● **Problem to work on**
Restate the data below word for word. Leave the images out.

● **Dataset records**
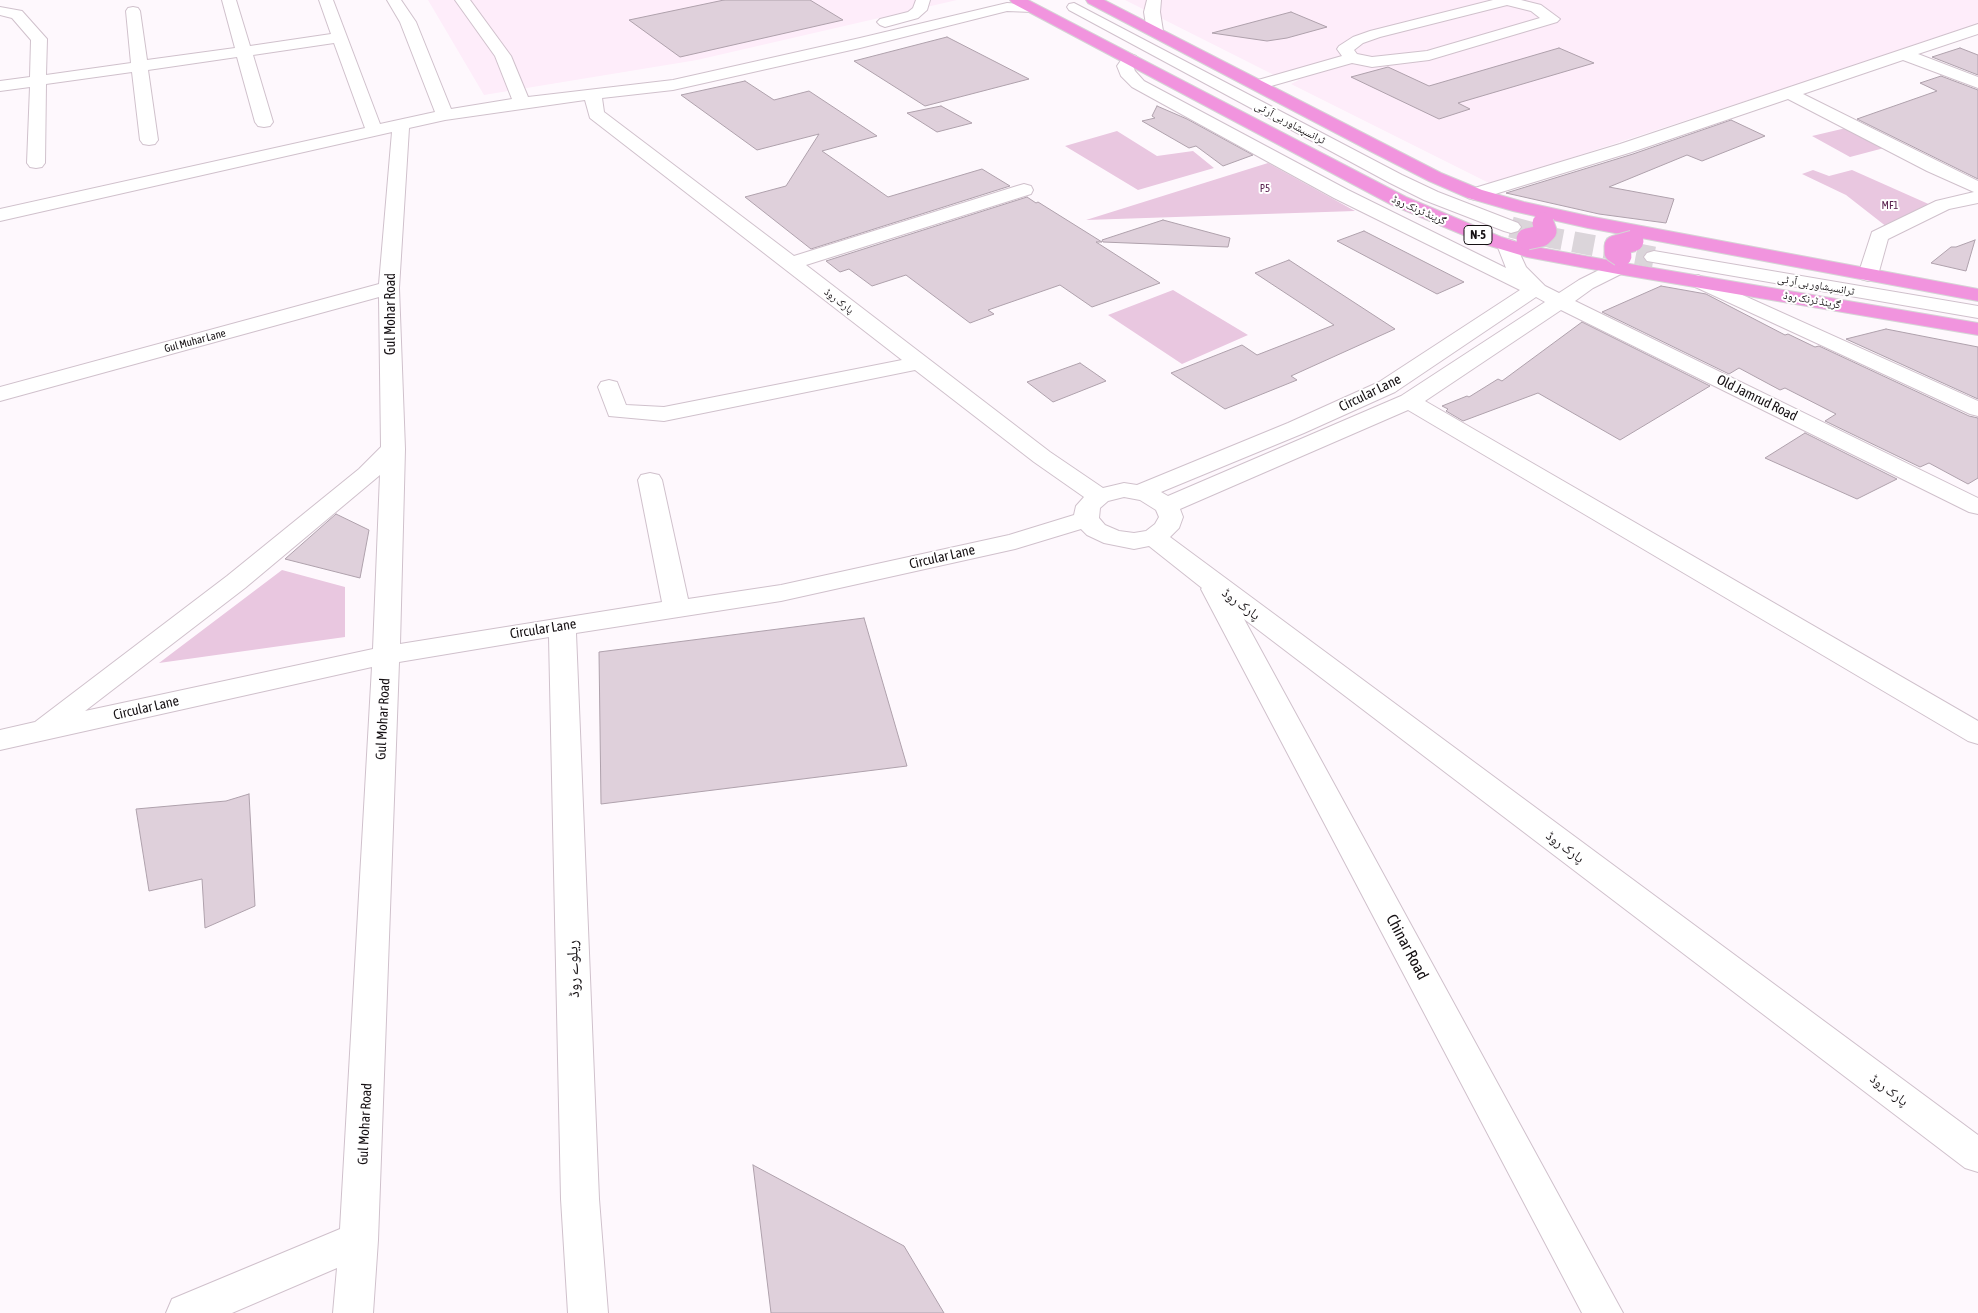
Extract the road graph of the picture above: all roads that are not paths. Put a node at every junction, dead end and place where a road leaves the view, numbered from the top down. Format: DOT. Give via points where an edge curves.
graph roads {
  1 [pos="229,0"];
  2 [pos="326,0"];
  3 [pos="394,0"];
  4 [pos="462,0"];
  5 [pos="923,0"];
  6 [pos="991,0"];
  7 [pos="1093,0"];
  8 [pos="1154,0"];
  9 [pos="1065,3"];
  10 [pos="1019,5"];
  11 [pos="950,8"];
  12 [pos="0,11"];
  13 [pos="133,11"];
  14 [pos="928,27"];
  15 [pos="1978,29"];
  16 [pos="1155,31"];
  17 [pos="339,38"];
  18 [pos="860,43"];
  19 [pos="244,51"];
  20 [pos="1903,54"];
  21 [pos="1130,58"];
  22 [pos="1352,58"];
  23 [pos="140,66"];
  24 [pos="38,81"];
  25 [pos="1978,83"];
  26 [pos="1256,85"];
  27 [pos="0,86"];
  28 [pos="1789,93"];
  29 [pos="593,96"];
  30 [pos="522,102"];
  31 [pos="445,115"];
  32 [pos="264,122"];
  33 [pos="401,125"];
  34 [pos="374,130"];
  35 [pos="149,140"];
  36 [pos="36,163"];
  37 [pos="1978,188"];
  38 [pos="1024,190"];
  39 [pos="1475,194"];
  40 [pos="1978,197"];
  41 [pos="1520,207"];
  42 [pos="0,216"];
  43 [pos="1515,248"];
  44 [pos="1654,257"];
  45 [pos="790,264"];
  46 [pos="1612,265"];
  47 [pos="1844,271"];
  48 [pos="1868,275"];
  49 [pos="1698,280"];
  50 [pos="389,288"];
  51 [pos="1536,288"];
  52 [pos="1978,294"];
  53 [pos="1562,301"];
  54 [pos="1978,312"];
  55 [pos="1978,321"];
  56 [pos="1978,329"];
  57 [pos="919,363"];
  58 [pos="609,387"];
  59 [pos="0,394"];
  60 [pos="1409,401"];
  61 [pos="1978,409"];
  62 [pos="394,449"];
  63 [pos="650,480"];
  64 [pos="1141,492"];
  65 [pos="1099,496"];
  66 [pos="1167,506"];
  67 [pos="1978,507"];
  68 [pos="1086,519"];
  69 [pos="1154,536"];
  70 [pos="1210,581"];
  71 [pos="677,609"];
  72 [pos="562,626"];
  73 [pos="386,654"];
  74 [pos="40,731"];
  75 [pos="1978,734"];
  76 [pos="0,740"];
  77 [pos="1978,1156"];
  78 [pos="359,1240"];
  79 [pos="186,1313"];
  80 [pos="353,1313"];
  81 [pos="588,1313"];
  82 [pos="1603,1313"];
  1 -- 19 [label="street"];
  2 -- 17 [label="street"];
  3 -- 31 [label="street" via="408,22"];
  4 -- 30 [label="street" via="503,56"];
  5 -- 18 [label="street" via="920,10 913,15 849,32 847,35"];
  6 -- 10 [label="street"];
  7 -- 16 [label="highway"];
  8 -- 16 [label="street"];
  9 -- 43 [label="street, ٹرانسپشاور بی آر ٹی" via="1431,196"];
  10 -- 14 [label="street"];
  10 -- 21 [label="highway, گرینڈ ٹرنک روڈ / N-5"];
  11 -- 14 [label="street"];
  12 -- 24 [label="street" via="16,14 39,38"];
  13 -- 23 [label="street"];
  14 -- 18 [label="street"];
  15 -- 20 [label="street"];
  16 -- 26 [label="highway"];
  17 -- 19 [label="street"];
  17 -- 34 [label="street"];
  18 -- 29 [label="street" via="701,80"];
  19 -- 23 [label="street"];
  19 -- 32 [label="street"];
  20 -- 25 [label="street"];
  20 -- 28 [label="street"];
  21 -- 43 [label="highway, گرینڈ ٹرنک روڈ / N-5" via="1399,202"];
  21 -- 51 [label="street, Old Jamrud Road" via="1127,73 1153,93 1341,194"];
  22 -- 22 [label="street" via="1346,49 1358,40 1507,1 1536,8 1552,19 1429,55 1372,62"];
  22 -- 26 [label="street"];
  23 -- 24 [label="street"];
  23 -- 35 [label="street"];
  24 -- 27 [label="street"];
  24 -- 36 [label="street"];
  26 -- 39 [label="highway" via="1435,177"];
  28 -- 37 [label="street"];
  28 -- 39 [label="street"];
  29 -- 30 [label="street"];
  29 -- 45 [label="street, پارک روڈ" via="596,114"];
  30 -- 31 [label="street"];
  31 -- 33 [label="street"];
  33 -- 34 [label="street"];
  33 -- 50 [label="street, Gul Mohar Road"];
  34 -- 42 [label="street"];
  38 -- 45 [label="street"];
  39 -- 41 [label="highway"];
  40 -- 48 [label="street" via="1943,205 1879,236"];
  41 -- 43 [label="highway, bridge" via="1543,223 1546,232"];
  41 -- 47 [label="highway"];
  43 -- 46 [label="highway, گرینڈ ٹرنک روڈ / N-5"];
  43 -- 51 [label="street"];
  44 -- 54 [label="street, ٹرانسپشاور بی آر ٹی"];
  45 -- 57 [label="street, پارک روڈ"];
  46 -- 47 [label="highway"];
  46 -- 49 [label="highway, گرینڈ ٹرنک روڈ / N-5"];
  46 -- 53 [label="street"];
  46 -- 55 [label="highway" via="1653,264"];
  47 -- 48 [label="highway"];
  48 -- 52 [label="highway"];
  49 -- 56 [label="highway, گرینڈ ٹرنک روڈ / N-5"];
  49 -- 61 [label="street"];
  50 -- 59 [label="street, Gul Muhar Lane"];
  50 -- 62 [label="street, Gul Mohar Road"];
  51 -- 53 [label="street, Old Jamrud Road"];
  51 -- 64 [label="street, Circular Lane" via="1387,386 1296,428"];
  53 -- 60 [label="street"];
  53 -- 67 [label="street, Old Jamrud Road"];
  57 -- 58 [label="street" via="664,414 617,411"];
  57 -- 65 [label="street, پارک روڈ" via="1042,458"];
  60 -- 66 [label="street"];
  60 -- 75 [label="street"];
  62 -- 73 [label="street, Gul Mohar Road"];
  62 -- 74 [label="street" via="236,582"];
  63 -- 71 [label="street"];
  64 -- 65 [label="street" via="1117,491"];
  64 -- 66 [label="street"];
  65 -- 68 [label="street" via="1088,506"];
  66 -- 69 [label="street" via="1171,517 1169,525"];
  68 -- 69 [label="street" via="1096,530 1113,538 1134,540"];
  68 -- 71 [label="street, Circular Lane" via="1015,541 790,591"];
  69 -- 70 [label="street, پارک روڈ"];
  70 -- 77 [label="street, پارک روڈ"];
  70 -- 82 [label="street, Chinar Road"];
  71 -- 72 [label="street, Circular Lane"];
  72 -- 73 [label="street, Circular Lane"];
  72 -- 81 [label="street, ریلوے روڈ" via="580,1189"];
  73 -- 74 [label="street, Circular Lane"];
  73 -- 78 [label="street, Gul Mohar Road"];
  74 -- 76 [label="street, Circular Lane"];
  78 -- 79 [label="street"];
  78 -- 80 [label="street, Gul Mohar Road"];
}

● **Task response**
Extract the road graph of the picture above: all roads that are not paths. Put a node at every junction, dead end and place where a road leaves the view, numbered from the top down. Format: DOT. Give via points where an edge curves.
graph roads {
  1 [pos="229,0"];
  2 [pos="326,0"];
  3 [pos="394,0"];
  4 [pos="462,0"];
  5 [pos="923,0"];
  6 [pos="991,0"];
  7 [pos="1093,0"];
  8 [pos="1154,0"];
  9 [pos="1065,3"];
  10 [pos="1019,5"];
  11 [pos="950,8"];
  12 [pos="0,11"];
  13 [pos="133,11"];
  14 [pos="928,27"];
  15 [pos="1978,29"];
  16 [pos="1155,31"];
  17 [pos="339,38"];
  18 [pos="860,43"];
  19 [pos="244,51"];
  20 [pos="1903,54"];
  21 [pos="1130,58"];
  22 [pos="1352,58"];
  23 [pos="140,66"];
  24 [pos="38,81"];
  25 [pos="1978,83"];
  26 [pos="1256,85"];
  27 [pos="0,86"];
  28 [pos="1789,93"];
  29 [pos="593,96"];
  30 [pos="522,102"];
  31 [pos="445,115"];
  32 [pos="264,122"];
  33 [pos="401,125"];
  34 [pos="374,130"];
  35 [pos="149,140"];
  36 [pos="36,163"];
  37 [pos="1978,188"];
  38 [pos="1024,190"];
  39 [pos="1475,194"];
  40 [pos="1978,197"];
  41 [pos="1520,207"];
  42 [pos="0,216"];
  43 [pos="1515,248"];
  44 [pos="1654,257"];
  45 [pos="790,264"];
  46 [pos="1612,265"];
  47 [pos="1844,271"];
  48 [pos="1868,275"];
  49 [pos="1698,280"];
  50 [pos="389,288"];
  51 [pos="1536,288"];
  52 [pos="1978,294"];
  53 [pos="1562,301"];
  54 [pos="1978,312"];
  55 [pos="1978,321"];
  56 [pos="1978,329"];
  57 [pos="919,363"];
  58 [pos="609,387"];
  59 [pos="0,394"];
  60 [pos="1409,401"];
  61 [pos="1978,409"];
  62 [pos="394,449"];
  63 [pos="650,480"];
  64 [pos="1141,492"];
  65 [pos="1099,496"];
  66 [pos="1167,506"];
  67 [pos="1978,507"];
  68 [pos="1086,519"];
  69 [pos="1154,536"];
  70 [pos="1210,581"];
  71 [pos="677,609"];
  72 [pos="562,626"];
  73 [pos="386,654"];
  74 [pos="40,731"];
  75 [pos="1978,734"];
  76 [pos="0,740"];
  77 [pos="1978,1156"];
  78 [pos="359,1240"];
  79 [pos="186,1313"];
  80 [pos="353,1313"];
  81 [pos="588,1313"];
  82 [pos="1603,1313"];
  1 -- 19 [label="street"];
  2 -- 17 [label="street"];
  3 -- 31 [label="street" via="408,22"];
  4 -- 30 [label="street" via="503,56"];
  5 -- 18 [label="street" via="920,10 913,15 849,32 847,35"];
  6 -- 10 [label="street"];
  7 -- 16 [label="highway"];
  8 -- 16 [label="street"];
  9 -- 43 [label="street, ٹرانسپشاور بی آر ٹی" via="1431,196"];
  10 -- 14 [label="street"];
  10 -- 21 [label="highway, گرینڈ ٹرنک روڈ / N-5"];
  11 -- 14 [label="street"];
  12 -- 24 [label="street" via="16,14 39,38"];
  13 -- 23 [label="street"];
  14 -- 18 [label="street"];
  15 -- 20 [label="street"];
  16 -- 26 [label="highway"];
  17 -- 19 [label="street"];
  17 -- 34 [label="street"];
  18 -- 29 [label="street" via="701,80"];
  19 -- 23 [label="street"];
  19 -- 32 [label="street"];
  20 -- 25 [label="street"];
  20 -- 28 [label="street"];
  21 -- 43 [label="highway, گرینڈ ٹرنک روڈ / N-5" via="1399,202"];
  21 -- 51 [label="street, Old Jamrud Road" via="1127,73 1153,93 1341,194"];
  22 -- 22 [label="street" via="1346,49 1358,40 1507,1 1536,8 1552,19 1429,55 1372,62"];
  22 -- 26 [label="street"];
  23 -- 24 [label="street"];
  23 -- 35 [label="street"];
  24 -- 27 [label="street"];
  24 -- 36 [label="street"];
  26 -- 39 [label="highway" via="1435,177"];
  28 -- 37 [label="street"];
  28 -- 39 [label="street"];
  29 -- 30 [label="street"];
  29 -- 45 [label="street, پارک روڈ" via="596,114"];
  30 -- 31 [label="street"];
  31 -- 33 [label="street"];
  33 -- 34 [label="street"];
  33 -- 50 [label="street, Gul Mohar Road"];
  34 -- 42 [label="street"];
  38 -- 45 [label="street"];
  39 -- 41 [label="highway"];
  40 -- 48 [label="street" via="1943,205 1879,236"];
  41 -- 43 [label="highway, bridge" via="1543,223 1546,232"];
  41 -- 47 [label="highway"];
  43 -- 46 [label="highway, گرینڈ ٹرنک روڈ / N-5"];
  43 -- 51 [label="street"];
  44 -- 54 [label="street, ٹرانسپشاور بی آر ٹی"];
  45 -- 57 [label="street, پارک روڈ"];
  46 -- 47 [label="highway"];
  46 -- 49 [label="highway, گرینڈ ٹرنک روڈ / N-5"];
  46 -- 53 [label="street"];
  46 -- 55 [label="highway" via="1653,264"];
  47 -- 48 [label="highway"];
  48 -- 52 [label="highway"];
  49 -- 56 [label="highway, گرینڈ ٹرنک روڈ / N-5"];
  49 -- 61 [label="street"];
  50 -- 59 [label="street, Gul Muhar Lane"];
  50 -- 62 [label="street, Gul Mohar Road"];
  51 -- 53 [label="street, Old Jamrud Road"];
  51 -- 64 [label="street, Circular Lane" via="1387,386 1296,428"];
  53 -- 60 [label="street"];
  53 -- 67 [label="street, Old Jamrud Road"];
  57 -- 58 [label="street" via="664,414 617,411"];
  57 -- 65 [label="street, پارک روڈ" via="1042,458"];
  60 -- 66 [label="street"];
  60 -- 75 [label="street"];
  62 -- 73 [label="street, Gul Mohar Road"];
  62 -- 74 [label="street" via="236,582"];
  63 -- 71 [label="street"];
  64 -- 65 [label="street" via="1117,491"];
  64 -- 66 [label="street"];
  65 -- 68 [label="street" via="1088,506"];
  66 -- 69 [label="street" via="1171,517 1169,525"];
  68 -- 69 [label="street" via="1096,530 1113,538 1134,540"];
  68 -- 71 [label="street, Circular Lane" via="1015,541 790,591"];
  69 -- 70 [label="street, پارک روڈ"];
  70 -- 77 [label="street, پارک روڈ"];
  70 -- 82 [label="street, Chinar Road"];
  71 -- 72 [label="street, Circular Lane"];
  72 -- 73 [label="street, Circular Lane"];
  72 -- 81 [label="street, ریلوے روڈ" via="580,1189"];
  73 -- 74 [label="street, Circular Lane"];
  73 -- 78 [label="street, Gul Mohar Road"];
  74 -- 76 [label="street, Circular Lane"];
  78 -- 79 [label="street"];
  78 -- 80 [label="street, Gul Mohar Road"];
}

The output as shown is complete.